Steve Tesich

Traducción de Javier Calvo. Seix Barral. 556 pp, 19'90 e.

Antes de revelarse definitivamente como el libro desesperado y doloroso que es, Karoo ha dado muy buenas razones para que las citas que reproduce su solapa vayan desbordadas de alusiones a las carcajadas que provoca el talento de Steve Tesich (Serbia, 1942- Canadá, 1996): este festival de cinismo americano a expensas de la industria del cine, el noventero prestigio del divorcio en diferido y otras formas de esnobismo, o la desaparición de la privacidad, conforma un magnífico retrato de la tontería (o, por usar un término al que apela el mismo texto, de la banalidad) contemporánea. Y sin embargo, Tesich ha ido dejando desde el primer momento abundantes pistas, algunas sutiles y otras no tanto, de la capacidad devastadora del relato que se trae entre manos: por ejemplo, cuando el protagonista traiciona a su joven amiga en una cena animada por cascabeles; o en cada uno de los encuentros con su hijo. Hay una furiosa e implacable Nada asomando en cada página, colándose entre las grietas que dejan el azar y la exuberante desvergüenza de Saul Karoo. Si quieres bañarte en ácido mientras contemplas tu imagen en un espejo, better call Saul.



Lo cierto es que Tesich, guionista reconocido (ganador de un Oscar por El relevo) y novelista casi oculto en el momento de su muerte, nos dejó en herencia una creación impresionante que se publicaría póstumamente. Su protagonista es fascinante: un prestigioso reescritor de guiones de cine que se ha hecho rico desvirtuando las creaciones artísticas de otros para que tengan mejores expectativas comerciales. Muchos consideran que es un genio, o al menos eso dicen, mientras que Karoo, cual Andreotti del entertainment, se conforma con comprobar que no le rodea gente mucho mejor que él, tal vez con la excepción del productor Jay Cromwell, armado de una maldad vampírica químicamente pura. Cromwell es mejor porque es peor, claro.

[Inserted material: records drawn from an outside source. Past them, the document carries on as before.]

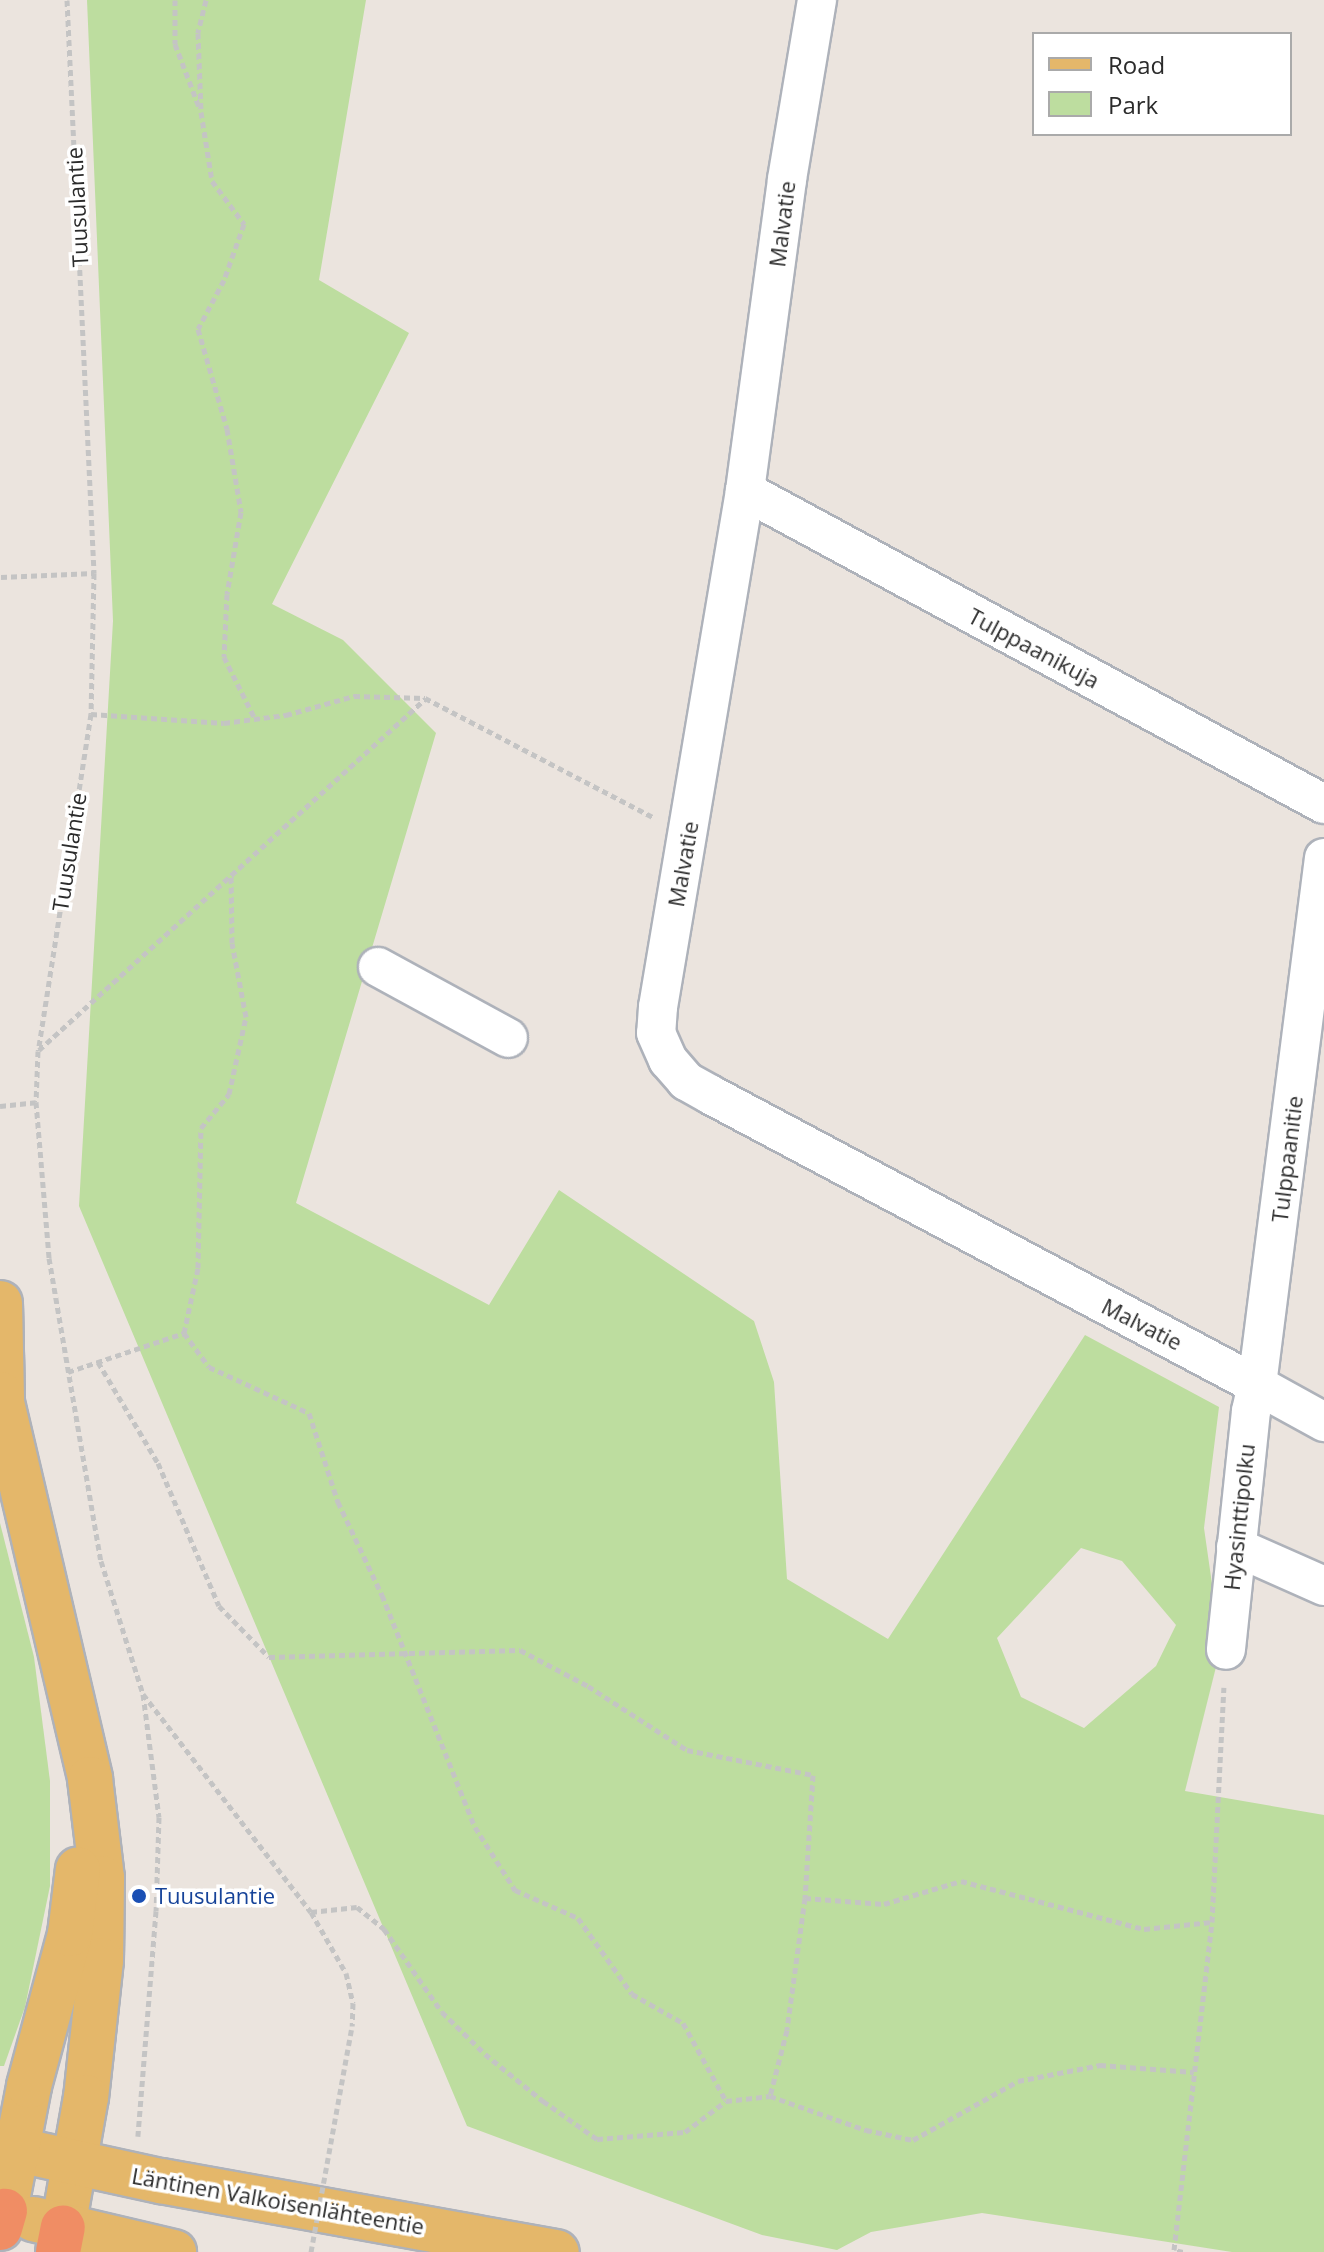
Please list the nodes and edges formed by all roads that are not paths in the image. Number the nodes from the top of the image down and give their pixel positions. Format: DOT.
graph roads {
  1 [pos="817,0"];
  2 [pos="745,491"];
  3 [pos="1324,804"];
  4 [pos="1324,858"];
  5 [pos="378,967"];
  6 [pos="508,1038"];
  7 [pos="0,1303"];
  8 [pos="1257,1385"];
  9 [pos="1,1397"];
  10 [pos="1324,1422"];
  11 [pos="1236,1547"];
  12 [pos="1324,1586"];
  13 [pos="1226,1650"];
  14 [pos="90,1779"];
  15 [pos="8,2148"];
  16 [pos="76,2164"];
  17 [pos="2,2217"];
  18 [pos="60,2239"];
  19 [pos="174,2252"];
  20 [pos="557,2252"];
  1 -- 2 [label="street, Malvatie"];
  2 -- 3 [label="street, Tulppaanikuja"];
  2 -- 8 [label="street, Malvatie"];
  4 -- 8 [label="street, Tulppaanitie"];
  5 -- 6 [label="street"];
  7 -- 9 [label="main road"];
  8 -- 10 [label="street"];
  8 -- 11 [label="street, Hyasinttipolku"];
  9 -- 14 [label="main road"];
  11 -- 12 [label="street"];
  11 -- 13 [label="street, Hyasinttipolku"];
  14 -- 15 [label="main road"];
  14 -- 16 [label="main road"];
  15 -- 16 [label="main road, Läntinen Valkoisenlähteentie"];
  15 -- 17 [label="main road"];
  16 -- 18 [label="main road"];
  16 -- 20 [label="main road, Läntinen Valkoisenlähteentie"];
  17 -- 18 [label="main road"];
  18 -- 19 [label="main road"];
}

Al fondo, tenemos la Historia: el mundo de la guerra fría derrumbándose y dando paso a los frenéticos noventa, con su fin de la Historia, con su guerra de Irak, con su obscenidad. En primer plano, mediante una primera persona magistralmente construida por Tesich, el locuaz Karoo nos va relatando sus problemas con la verdad (quizás la palabra más repetida del libro), su patológica necesidad de rehuir cualquier momento íntimo, y su convicción de que acumulando mentiras puede construirse un personaje "más sustancial y considerablemente más comprensible que yo mismo". ¡Ser autor de uno mismo, ante un público, cualquiera, aunque sean los de la mesa de al lado en el restaurante! Por cierto, que estas actitudes les permiten a Tesich lanzar una de las invectivas más brutales que he leído contra la crítica de periódico: Karoo nos confiesa que lee la demoledora carta que le escribe su hijo como lo haría un reseñista, porque así "más se disipan su sentido y su propósito". La crítica como estrategia para eludir la verdad, menudo bofetón.



Honestamente, Karoo lo tiene todo para ser un tipo bastante grimoso, un mentiroso compulsivo abonado a la indiferencia moral. Pero si el lector zigzaguea entre sus ocurrencias, si se anima a desbrozar las farsas y las farsas de las farsas que va elaborando Karoo, tal vez pueda toparse de pronto con la voluntad genuina de hacer algo valioso. De dejar un legado, sea en forma artística o, más bien, en de generosidad amorosa.



Y por aquí precisamente se despeñará este relato cáustico por el barranco de la verdadera aniquilación. Karoo es un libro duro. Las risotadas que nos arranca, porque es cierto que a menudo resulta histéricamente humorístico, sólo logran que este efecto se muestre aún más desnudo. Cuando el protagonista decide ser bueno y feliz, volverá a traicionarlo la necesidad tramposa de llegar a la verdad a través de la mentira. Menudo giro nos reserva Karoo y qué lleno de sentido, narrativo y dramático, se muestra el cambio de la primera a la tercera persona.



El final cósmico de este libro adictivo, que por supuesto no voy a contar, puede parecer redentor, pero cabe preguntarse ante quién se redime alguien que está solo, tan solo que podría contenernos a todos. A Seix Barral le agradecemos dos cosas: la ilustración en portada de Miguel Brieva (que entre otras cosas juega, como una edición americana, con las correcciones de guión en rojo, algo nada irrelevante) y la traducción de Javier Calvo.